Du fait qu'elle est une action privée, en réparation d'un préjudice, l'action civile peut être éteinte pour des raisons tenant à sa nature même : par exemple, le paiement ou ses équivalents (compensation, remise de dette, novation), la transaction, la renonciation, le désistement, la chose jugée sur l'action civile.

Mais, de ce que l'action civile a sa source dans une infraction et possède de ce fait un lien avec l'action publique découlent 2 conséquences

- le droit d'option cesse et l'action civile ne peut plus être exercée que devant la juridiction civile lorsque l'action publique se trouve éteinte.

- le droit d'option cesse également lorsqu'il a été statué sur l'action publique devant la juridiction répressive compétente (sous réserve des règles particulières à la procédure simplifiée en matière de contravention).

En matière de contravention, si l'ordonnance pénale intervient avant toute manifestation de la partie civile, 2 situations peuvent se présenter

- ou bien la victime cite le prévenu après que l'ordonnance pénale soit devenue définitive : le tribunal de Police statuera sur la seule action civile.

- ou bien la victime cite alors que l'ordonnance est frappée d'opposition par le prévenu ou par le ministère public : en ce cas, le Tribunal statuera à la fois sur l'action publique et sur l'action civile.

                3.2.3.2. Incidence de la prescription de l'action publique

L'article 10 CPP posait en principe que l'action civile ne pouvait être engagée après l'expiration du délai de prescription de l'action publique.

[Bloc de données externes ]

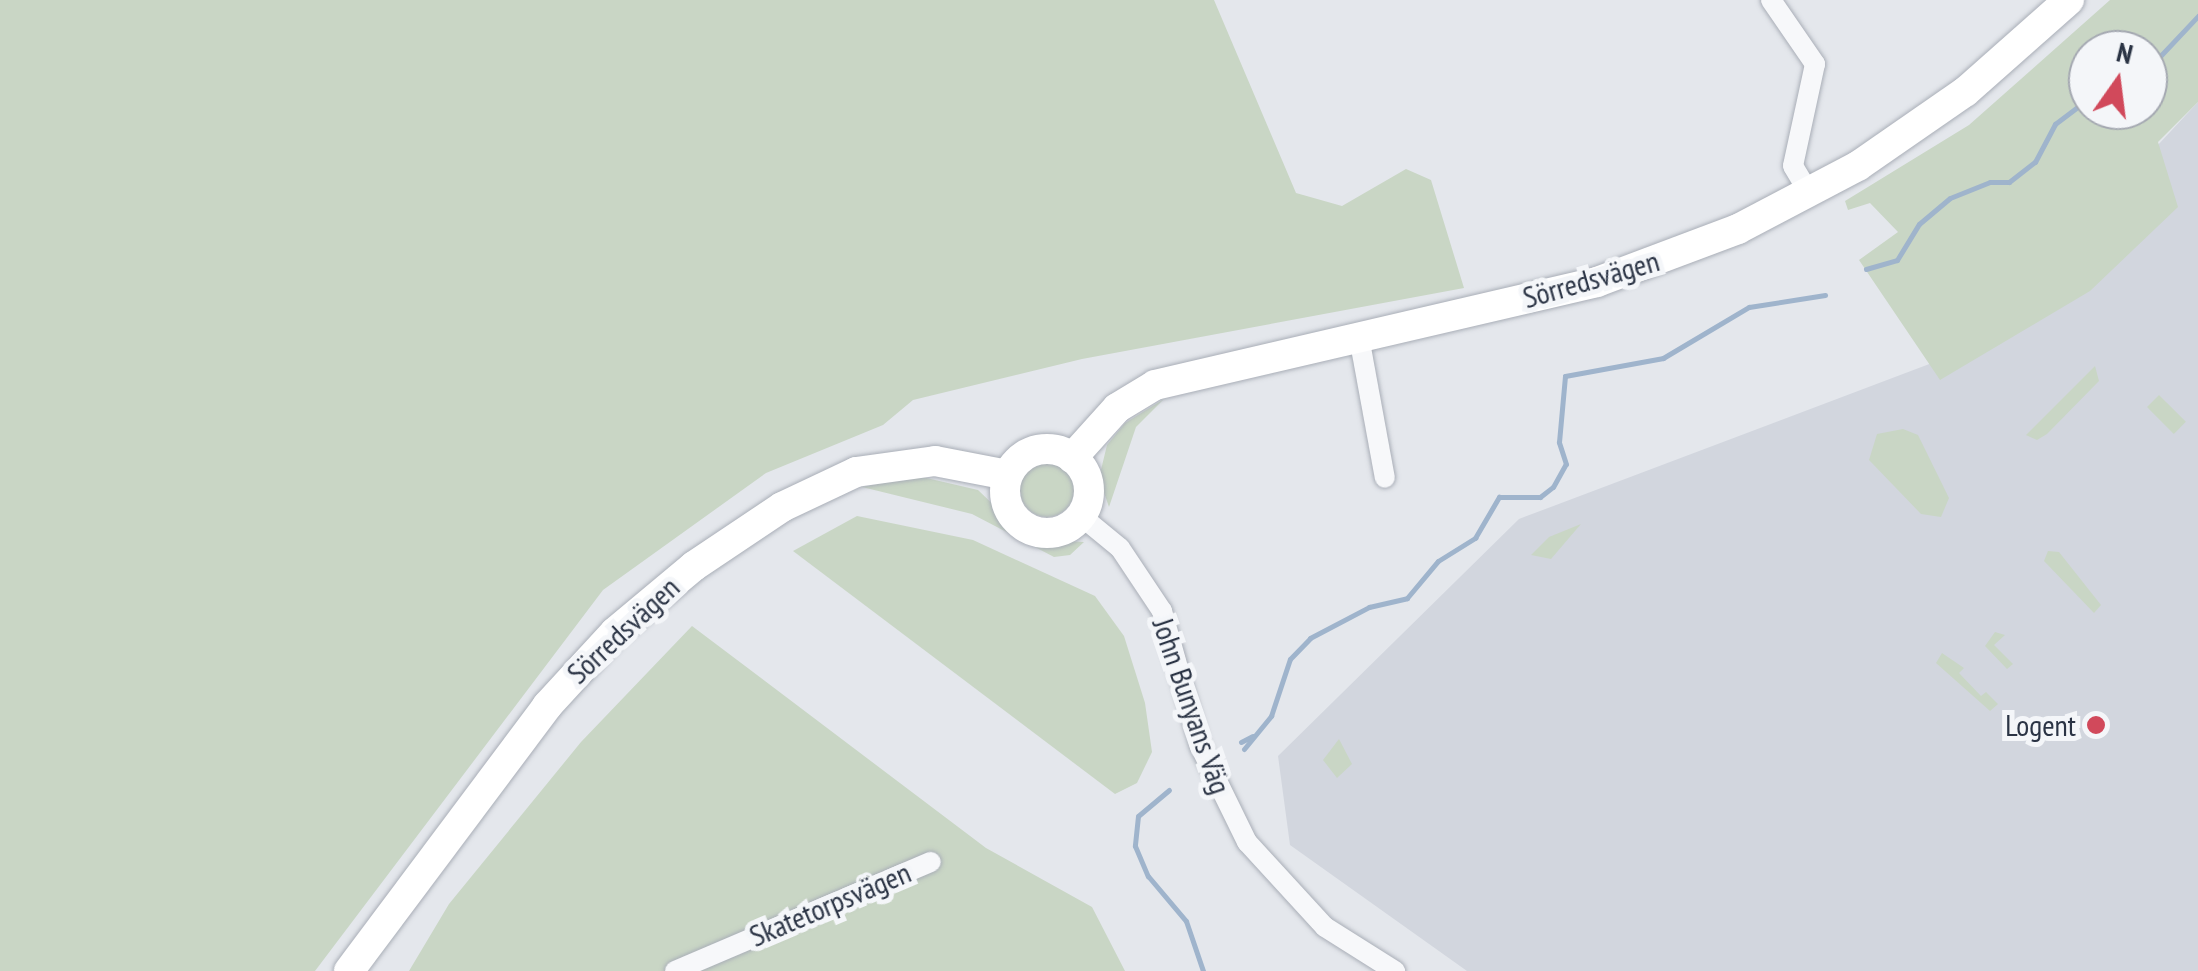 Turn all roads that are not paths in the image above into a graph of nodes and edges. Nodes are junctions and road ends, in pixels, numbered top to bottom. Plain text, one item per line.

Ce principe traditionnel de droit français était celui de "l'unité ou de la solidarité des prescriptions". Mais, la loi du 23 décembre 1980 a supprimé la solidarité des prescriptions.

Désormais les deux délais sont indépendants.

                3.2.3.3. Incidence de la chose jugée au pénal.

Il convient de distinguer selon que la décision pénale est une décision de condamnation ou une décision d'acquittement.

- s'il s'agit d'une décision de condamnation : il ne restera plus à la victime qu'à prouver que l'infraction ainsi constatée et sanctionnée lui a causé un préjudice pour en obtenir réparation.

- en cas de décision d'acquittement : la juridiction répressive qui aurait été saisie conjointement de l'action publique et de l'action civil ne pourrait que se déclarer incompétente pour statuer sur l'action civile ; seule la Cour d'Assise en vertu de sa plénitude de juridiction, a la faculté de statuer sur l'action civile après acquittement (article 373 CPP). La partie civile aura cependant la possibilité d'interjeter appel en ce qui concerne ses intérêts civiles et la Cour, saisie de ce seul appel, aurait la possibilité de constater l'existence de l'infraction, non pour la sanctionner puisque par hypothèse, elle n'est pas saisie par un appel du ministère public, mais pour asseoir sa condamnation civile. Si l'action civile a été portée seulement devant la juridiction civile, la décision d'acquittement s'imposera au juge civil, en tant que possédant l'autorité de la chose jugée, en ce sens que le Tribunal ne pourra prononcer une décision sur l'existence de l'infraction ou sur son imputabilité qui soit en contradiction avec la décision d'acquittement ; mais la juridiction civile pourra valablement se prononcer sur l'action civile fondée sur une cause juridique distincte de la faute pénale écartée par la juridiction répressive.